▶

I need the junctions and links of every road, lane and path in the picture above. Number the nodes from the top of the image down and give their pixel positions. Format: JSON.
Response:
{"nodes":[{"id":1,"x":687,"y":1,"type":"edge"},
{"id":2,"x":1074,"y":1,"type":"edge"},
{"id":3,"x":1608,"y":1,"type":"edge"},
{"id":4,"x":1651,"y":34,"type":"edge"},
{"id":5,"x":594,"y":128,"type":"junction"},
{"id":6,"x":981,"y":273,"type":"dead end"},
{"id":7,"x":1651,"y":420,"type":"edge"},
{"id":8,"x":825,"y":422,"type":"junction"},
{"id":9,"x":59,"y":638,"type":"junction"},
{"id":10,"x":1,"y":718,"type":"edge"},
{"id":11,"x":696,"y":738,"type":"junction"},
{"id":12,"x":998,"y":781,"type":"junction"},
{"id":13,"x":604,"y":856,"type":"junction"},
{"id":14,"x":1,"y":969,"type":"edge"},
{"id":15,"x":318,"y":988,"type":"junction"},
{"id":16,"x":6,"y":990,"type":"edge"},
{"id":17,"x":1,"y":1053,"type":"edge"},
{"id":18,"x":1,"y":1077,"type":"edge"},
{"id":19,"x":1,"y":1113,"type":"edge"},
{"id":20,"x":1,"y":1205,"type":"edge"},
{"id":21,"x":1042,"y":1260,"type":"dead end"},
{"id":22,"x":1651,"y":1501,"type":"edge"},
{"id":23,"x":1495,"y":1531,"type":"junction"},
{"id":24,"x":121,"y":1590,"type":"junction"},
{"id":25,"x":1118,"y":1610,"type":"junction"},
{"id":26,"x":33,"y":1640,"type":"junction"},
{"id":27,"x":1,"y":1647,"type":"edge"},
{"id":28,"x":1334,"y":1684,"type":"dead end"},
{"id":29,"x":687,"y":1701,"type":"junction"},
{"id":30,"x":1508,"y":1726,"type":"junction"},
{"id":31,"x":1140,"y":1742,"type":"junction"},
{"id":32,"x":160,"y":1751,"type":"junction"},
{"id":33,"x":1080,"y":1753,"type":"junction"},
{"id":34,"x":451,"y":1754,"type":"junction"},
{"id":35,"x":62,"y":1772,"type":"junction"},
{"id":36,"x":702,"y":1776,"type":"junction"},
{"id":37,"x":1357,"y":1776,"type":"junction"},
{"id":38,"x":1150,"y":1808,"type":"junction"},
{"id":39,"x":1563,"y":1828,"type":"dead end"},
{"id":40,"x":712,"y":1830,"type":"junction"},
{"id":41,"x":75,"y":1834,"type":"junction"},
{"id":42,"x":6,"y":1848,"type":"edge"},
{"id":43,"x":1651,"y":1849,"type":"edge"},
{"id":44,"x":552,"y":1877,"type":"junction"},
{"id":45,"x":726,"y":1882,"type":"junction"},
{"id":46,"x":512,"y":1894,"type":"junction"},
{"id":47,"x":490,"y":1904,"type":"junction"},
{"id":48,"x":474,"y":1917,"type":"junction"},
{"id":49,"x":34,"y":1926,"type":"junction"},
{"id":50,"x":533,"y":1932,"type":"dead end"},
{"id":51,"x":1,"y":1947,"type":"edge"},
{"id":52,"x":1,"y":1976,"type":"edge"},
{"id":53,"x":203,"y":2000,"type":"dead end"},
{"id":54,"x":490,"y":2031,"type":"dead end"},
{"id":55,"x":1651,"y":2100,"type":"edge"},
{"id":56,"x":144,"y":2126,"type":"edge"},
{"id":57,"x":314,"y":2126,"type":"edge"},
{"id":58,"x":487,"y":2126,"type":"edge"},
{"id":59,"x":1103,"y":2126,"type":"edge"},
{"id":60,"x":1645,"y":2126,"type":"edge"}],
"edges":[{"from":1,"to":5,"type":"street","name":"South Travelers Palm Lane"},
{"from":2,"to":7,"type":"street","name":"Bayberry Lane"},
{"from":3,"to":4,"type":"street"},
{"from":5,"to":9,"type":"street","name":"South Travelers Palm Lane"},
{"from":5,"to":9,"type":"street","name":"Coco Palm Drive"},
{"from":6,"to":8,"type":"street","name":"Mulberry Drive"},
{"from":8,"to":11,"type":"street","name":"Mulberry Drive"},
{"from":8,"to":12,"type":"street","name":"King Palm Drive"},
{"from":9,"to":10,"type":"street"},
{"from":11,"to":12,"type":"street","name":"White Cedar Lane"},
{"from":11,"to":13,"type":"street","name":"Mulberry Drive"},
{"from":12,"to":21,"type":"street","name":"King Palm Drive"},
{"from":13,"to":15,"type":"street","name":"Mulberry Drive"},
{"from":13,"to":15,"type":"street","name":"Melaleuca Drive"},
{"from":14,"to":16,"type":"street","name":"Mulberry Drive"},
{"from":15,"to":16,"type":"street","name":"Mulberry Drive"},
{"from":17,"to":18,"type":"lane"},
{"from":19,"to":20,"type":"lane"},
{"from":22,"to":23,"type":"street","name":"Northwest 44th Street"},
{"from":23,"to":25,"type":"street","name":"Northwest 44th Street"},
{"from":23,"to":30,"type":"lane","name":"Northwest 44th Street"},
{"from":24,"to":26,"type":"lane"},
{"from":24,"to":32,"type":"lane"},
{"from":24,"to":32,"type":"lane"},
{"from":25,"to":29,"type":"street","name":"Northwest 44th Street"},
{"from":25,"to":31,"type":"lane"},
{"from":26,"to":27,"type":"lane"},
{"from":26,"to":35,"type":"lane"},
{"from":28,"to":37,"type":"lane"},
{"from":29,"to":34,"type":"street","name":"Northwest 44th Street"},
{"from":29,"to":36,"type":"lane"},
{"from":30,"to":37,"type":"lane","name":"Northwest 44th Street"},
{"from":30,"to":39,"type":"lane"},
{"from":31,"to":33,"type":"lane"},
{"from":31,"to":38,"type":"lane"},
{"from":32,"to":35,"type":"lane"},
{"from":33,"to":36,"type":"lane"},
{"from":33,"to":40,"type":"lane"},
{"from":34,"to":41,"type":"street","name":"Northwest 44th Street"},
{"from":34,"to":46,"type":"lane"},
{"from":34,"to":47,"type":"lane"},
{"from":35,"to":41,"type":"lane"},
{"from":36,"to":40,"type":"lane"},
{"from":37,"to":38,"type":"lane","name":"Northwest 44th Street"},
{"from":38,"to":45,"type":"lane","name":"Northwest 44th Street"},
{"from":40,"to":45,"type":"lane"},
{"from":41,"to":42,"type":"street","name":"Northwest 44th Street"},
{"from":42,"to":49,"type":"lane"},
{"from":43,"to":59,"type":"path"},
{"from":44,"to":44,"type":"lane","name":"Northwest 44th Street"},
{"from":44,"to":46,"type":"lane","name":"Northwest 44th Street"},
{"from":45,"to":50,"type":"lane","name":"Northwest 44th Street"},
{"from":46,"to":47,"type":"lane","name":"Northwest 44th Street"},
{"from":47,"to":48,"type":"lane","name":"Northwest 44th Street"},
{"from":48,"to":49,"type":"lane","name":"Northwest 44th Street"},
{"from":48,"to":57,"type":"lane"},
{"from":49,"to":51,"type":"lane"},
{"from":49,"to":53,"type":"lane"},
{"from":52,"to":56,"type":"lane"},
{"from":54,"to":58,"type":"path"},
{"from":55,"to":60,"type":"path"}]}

◀

§ Work to complete: Type the data again exactly. Leave nothing out.

§ Worked solution:
I need the junctions and links of every road, lane and path in the picture above. Number the nodes from the top of the image down and give their pixel positions. Format: JSON.
Response:
{"nodes":[{"id":1,"x":687,"y":1,"type":"edge"},
{"id":2,"x":1074,"y":1,"type":"edge"},
{"id":3,"x":1608,"y":1,"type":"edge"},
{"id":4,"x":1651,"y":34,"type":"edge"},
{"id":5,"x":594,"y":128,"type":"junction"},
{"id":6,"x":981,"y":273,"type":"dead end"},
{"id":7,"x":1651,"y":420,"type":"edge"},
{"id":8,"x":825,"y":422,"type":"junction"},
{"id":9,"x":59,"y":638,"type":"junction"},
{"id":10,"x":1,"y":718,"type":"edge"},
{"id":11,"x":696,"y":738,"type":"junction"},
{"id":12,"x":998,"y":781,"type":"junction"},
{"id":13,"x":604,"y":856,"type":"junction"},
{"id":14,"x":1,"y":969,"type":"edge"},
{"id":15,"x":318,"y":988,"type":"junction"},
{"id":16,"x":6,"y":990,"type":"edge"},
{"id":17,"x":1,"y":1053,"type":"edge"},
{"id":18,"x":1,"y":1077,"type":"edge"},
{"id":19,"x":1,"y":1113,"type":"edge"},
{"id":20,"x":1,"y":1205,"type":"edge"},
{"id":21,"x":1042,"y":1260,"type":"dead end"},
{"id":22,"x":1651,"y":1501,"type":"edge"},
{"id":23,"x":1495,"y":1531,"type":"junction"},
{"id":24,"x":121,"y":1590,"type":"junction"},
{"id":25,"x":1118,"y":1610,"type":"junction"},
{"id":26,"x":33,"y":1640,"type":"junction"},
{"id":27,"x":1,"y":1647,"type":"edge"},
{"id":28,"x":1334,"y":1684,"type":"dead end"},
{"id":29,"x":687,"y":1701,"type":"junction"},
{"id":30,"x":1508,"y":1726,"type":"junction"},
{"id":31,"x":1140,"y":1742,"type":"junction"},
{"id":32,"x":160,"y":1751,"type":"junction"},
{"id":33,"x":1080,"y":1753,"type":"junction"},
{"id":34,"x":451,"y":1754,"type":"junction"},
{"id":35,"x":62,"y":1772,"type":"junction"},
{"id":36,"x":702,"y":1776,"type":"junction"},
{"id":37,"x":1357,"y":1776,"type":"junction"},
{"id":38,"x":1150,"y":1808,"type":"junction"},
{"id":39,"x":1563,"y":1828,"type":"dead end"},
{"id":40,"x":712,"y":1830,"type":"junction"},
{"id":41,"x":75,"y":1834,"type":"junction"},
{"id":42,"x":6,"y":1848,"type":"edge"},
{"id":43,"x":1651,"y":1849,"type":"edge"},
{"id":44,"x":552,"y":1877,"type":"junction"},
{"id":45,"x":726,"y":1882,"type":"junction"},
{"id":46,"x":512,"y":1894,"type":"junction"},
{"id":47,"x":490,"y":1904,"type":"junction"},
{"id":48,"x":474,"y":1917,"type":"junction"},
{"id":49,"x":34,"y":1926,"type":"junction"},
{"id":50,"x":533,"y":1932,"type":"dead end"},
{"id":51,"x":1,"y":1947,"type":"edge"},
{"id":52,"x":1,"y":1976,"type":"edge"},
{"id":53,"x":203,"y":2000,"type":"dead end"},
{"id":54,"x":490,"y":2031,"type":"dead end"},
{"id":55,"x":1651,"y":2100,"type":"edge"},
{"id":56,"x":144,"y":2126,"type":"edge"},
{"id":57,"x":314,"y":2126,"type":"edge"},
{"id":58,"x":487,"y":2126,"type":"edge"},
{"id":59,"x":1103,"y":2126,"type":"edge"},
{"id":60,"x":1645,"y":2126,"type":"edge"}],
"edges":[{"from":1,"to":5,"type":"street","name":"South Travelers Palm Lane"},
{"from":2,"to":7,"type":"street","name":"Bayberry Lane"},
{"from":3,"to":4,"type":"street"},
{"from":5,"to":9,"type":"street","name":"South Travelers Palm Lane"},
{"from":5,"to":9,"type":"street","name":"Coco Palm Drive"},
{"from":6,"to":8,"type":"street","name":"Mulberry Drive"},
{"from":8,"to":11,"type":"street","name":"Mulberry Drive"},
{"from":8,"to":12,"type":"street","name":"King Palm Drive"},
{"from":9,"to":10,"type":"street"},
{"from":11,"to":12,"type":"street","name":"White Cedar Lane"},
{"from":11,"to":13,"type":"street","name":"Mulberry Drive"},
{"from":12,"to":21,"type":"street","name":"King Palm Drive"},
{"from":13,"to":15,"type":"street","name":"Mulberry Drive"},
{"from":13,"to":15,"type":"street","name":"Melaleuca Drive"},
{"from":14,"to":16,"type":"street","name":"Mulberry Drive"},
{"from":15,"to":16,"type":"street","name":"Mulberry Drive"},
{"from":17,"to":18,"type":"lane"},
{"from":19,"to":20,"type":"lane"},
{"from":22,"to":23,"type":"street","name":"Northwest 44th Street"},
{"from":23,"to":25,"type":"street","name":"Northwest 44th Street"},
{"from":23,"to":30,"type":"lane","name":"Northwest 44th Street"},
{"from":24,"to":26,"type":"lane"},
{"from":24,"to":32,"type":"lane"},
{"from":24,"to":32,"type":"lane"},
{"from":25,"to":29,"type":"street","name":"Northwest 44th Street"},
{"from":25,"to":31,"type":"lane"},
{"from":26,"to":27,"type":"lane"},
{"from":26,"to":35,"type":"lane"},
{"from":28,"to":37,"type":"lane"},
{"from":29,"to":34,"type":"street","name":"Northwest 44th Street"},
{"from":29,"to":36,"type":"lane"},
{"from":30,"to":37,"type":"lane","name":"Northwest 44th Street"},
{"from":30,"to":39,"type":"lane"},
{"from":31,"to":33,"type":"lane"},
{"from":31,"to":38,"type":"lane"},
{"from":32,"to":35,"type":"lane"},
{"from":33,"to":36,"type":"lane"},
{"from":33,"to":40,"type":"lane"},
{"from":34,"to":41,"type":"street","name":"Northwest 44th Street"},
{"from":34,"to":46,"type":"lane"},
{"from":34,"to":47,"type":"lane"},
{"from":35,"to":41,"type":"lane"},
{"from":36,"to":40,"type":"lane"},
{"from":37,"to":38,"type":"lane","name":"Northwest 44th Street"},
{"from":38,"to":45,"type":"lane","name":"Northwest 44th Street"},
{"from":40,"to":45,"type":"lane"},
{"from":41,"to":42,"type":"street","name":"Northwest 44th Street"},
{"from":42,"to":49,"type":"lane"},
{"from":43,"to":59,"type":"path"},
{"from":44,"to":44,"type":"lane","name":"Northwest 44th Street"},
{"from":44,"to":46,"type":"lane","name":"Northwest 44th Street"},
{"from":45,"to":50,"type":"lane","name":"Northwest 44th Street"},
{"from":46,"to":47,"type":"lane","name":"Northwest 44th Street"},
{"from":47,"to":48,"type":"lane","name":"Northwest 44th Street"},
{"from":48,"to":49,"type":"lane","name":"Northwest 44th Street"},
{"from":48,"to":57,"type":"lane"},
{"from":49,"to":51,"type":"lane"},
{"from":49,"to":53,"type":"lane"},
{"from":52,"to":56,"type":"lane"},
{"from":54,"to":58,"type":"path"},
{"from":55,"to":60,"type":"path"}]}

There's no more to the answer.